Friday, December 12, 2008

Ireland's Problem Is Our Problem

Remember I said that dioxins found in Irish pork, beef (and likely dairy foods) may as well be considered, in today's global food market, a local happening?

Marler is blogging about, and the USDA has a press release on just this thing:
"[Dioxin-contaminated] pork products were produced in Ireland between Sept. 1 and Dec. 7, 2008, and were then exported to the United States. These products were sent to retail stores in California, Connecticut, Florida, Massachusetts, New Jersey, New York, Massachusetts and Virginia."
- New York Firm Recalls Fresh Pork Products Due To Possible Dioxin Contamination, USDA Food Safety And Inspection Service (FSIS), December 11
FSIS also said:
"FSIS believes the probability of adverse health effects related to consumption of these pork products to be low."
I don't concur. Exposure to environmental pollutants such as PCBs have been linked to an increased risk for diabetes, hypertension, and heart disease - even in the absence of overweight or obesity.

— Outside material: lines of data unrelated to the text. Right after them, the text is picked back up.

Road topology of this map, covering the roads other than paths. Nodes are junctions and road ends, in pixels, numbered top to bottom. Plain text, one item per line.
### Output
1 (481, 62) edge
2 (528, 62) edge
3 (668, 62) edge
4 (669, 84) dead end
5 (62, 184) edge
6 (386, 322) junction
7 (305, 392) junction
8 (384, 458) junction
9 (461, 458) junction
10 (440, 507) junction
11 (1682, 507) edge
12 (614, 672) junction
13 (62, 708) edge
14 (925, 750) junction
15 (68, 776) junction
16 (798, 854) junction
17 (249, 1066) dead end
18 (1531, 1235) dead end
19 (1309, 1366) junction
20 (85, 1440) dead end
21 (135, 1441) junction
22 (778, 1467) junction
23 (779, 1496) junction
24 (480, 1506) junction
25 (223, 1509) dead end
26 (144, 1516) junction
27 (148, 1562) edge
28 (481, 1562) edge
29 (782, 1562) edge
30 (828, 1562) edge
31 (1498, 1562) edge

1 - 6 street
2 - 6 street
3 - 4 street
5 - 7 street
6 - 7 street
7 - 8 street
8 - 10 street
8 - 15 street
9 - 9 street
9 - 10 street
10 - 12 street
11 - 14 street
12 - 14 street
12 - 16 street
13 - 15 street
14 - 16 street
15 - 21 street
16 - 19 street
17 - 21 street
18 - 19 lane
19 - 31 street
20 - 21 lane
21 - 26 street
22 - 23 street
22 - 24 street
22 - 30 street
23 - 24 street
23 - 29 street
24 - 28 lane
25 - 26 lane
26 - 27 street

Ireland's Food Safety Authority said:
"The levels in the feed were very high. The levels in the pork itself were in the region of about 80-200 times above the safe limits."
- Irish Republic Recalls All Pork
This is a good time to share the results of a study that appeared a few months ago in Diabetes Care.

For 9 months between 1978 and 1979 in Central Taiwan, people consumed cooking oil that was contaminated with dioxins. Researchers found that women who consumed the oil had between a 2 to 5.5 times higher risk for developing type 2 diabetes, and a 3.5 times higher risk for developing hypertension later in life (24 year follow-up):
Increased Risk of Diabetes and Polychlorinated Biphenyls and Dioxins, Diabetes Care, August 2008.